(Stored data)
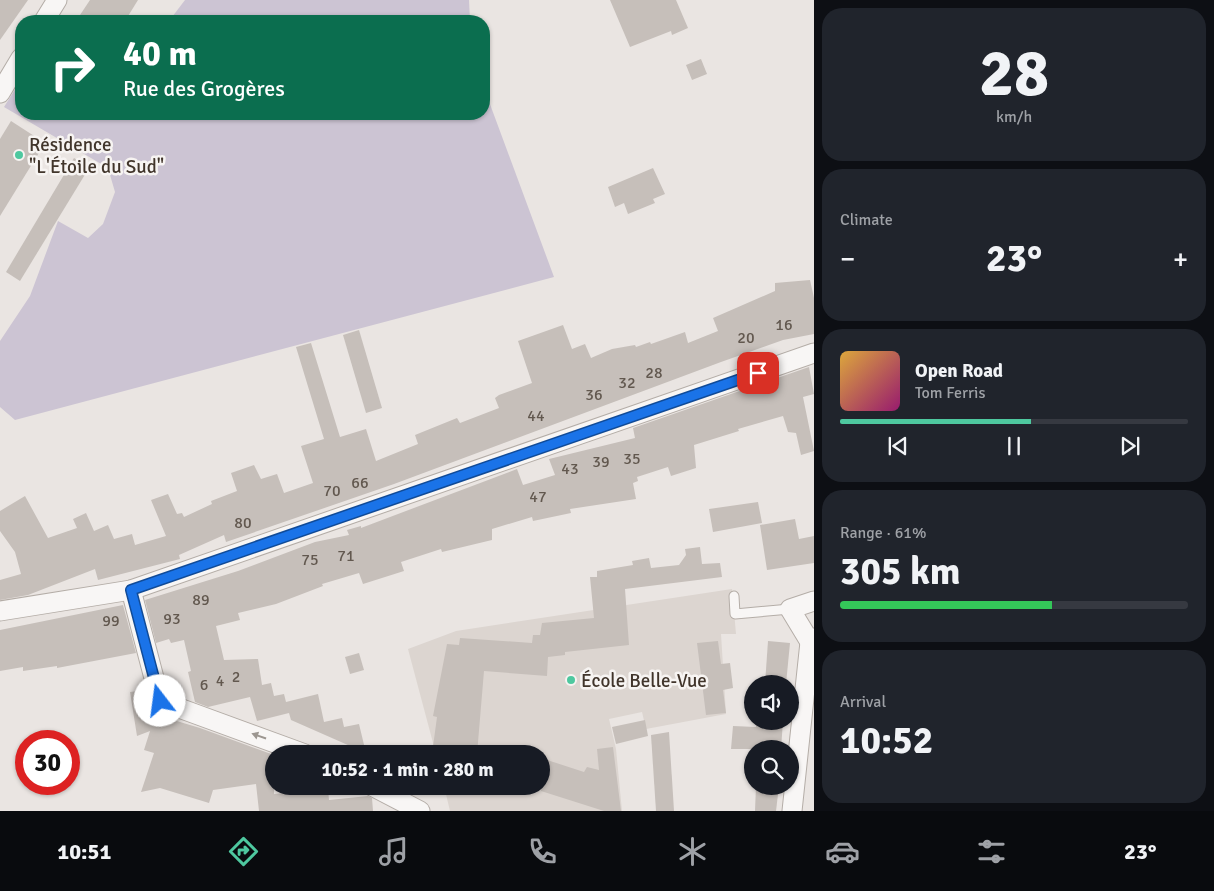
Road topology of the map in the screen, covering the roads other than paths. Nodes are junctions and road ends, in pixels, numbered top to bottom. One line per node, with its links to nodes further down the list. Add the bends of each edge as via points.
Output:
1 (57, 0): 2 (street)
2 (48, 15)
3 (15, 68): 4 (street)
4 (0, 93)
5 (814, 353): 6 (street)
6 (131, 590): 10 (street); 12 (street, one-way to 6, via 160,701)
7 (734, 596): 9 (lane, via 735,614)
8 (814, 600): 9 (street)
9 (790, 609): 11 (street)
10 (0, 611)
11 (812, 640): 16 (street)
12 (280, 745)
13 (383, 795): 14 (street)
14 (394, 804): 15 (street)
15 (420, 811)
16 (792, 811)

▶ _EXERCISE PROMPT_: A word-for-word copy of the records is needed, with no pictures carried over.

▶ _WRITTEN RESPONSE_:
Road topology of the map in the screen, covering the roads other than paths. Nodes are junctions and road ends, in pixels, numbered top to bottom. One line per node, with its links to nodes further down the list. Add the bends of each edge as via points.
Output:
1 (57, 0): 2 (street)
2 (48, 15)
3 (15, 68): 4 (street)
4 (0, 93)
5 (814, 353): 6 (street)
6 (131, 590): 10 (street); 12 (street, one-way to 6, via 160,701)
7 (734, 596): 9 (lane, via 735,614)
8 (814, 600): 9 (street)
9 (790, 609): 11 (street)
10 (0, 611)
11 (812, 640): 16 (street)
12 (280, 745)
13 (383, 795): 14 (street)
14 (394, 804): 15 (street)
15 (420, 811)
16 (792, 811)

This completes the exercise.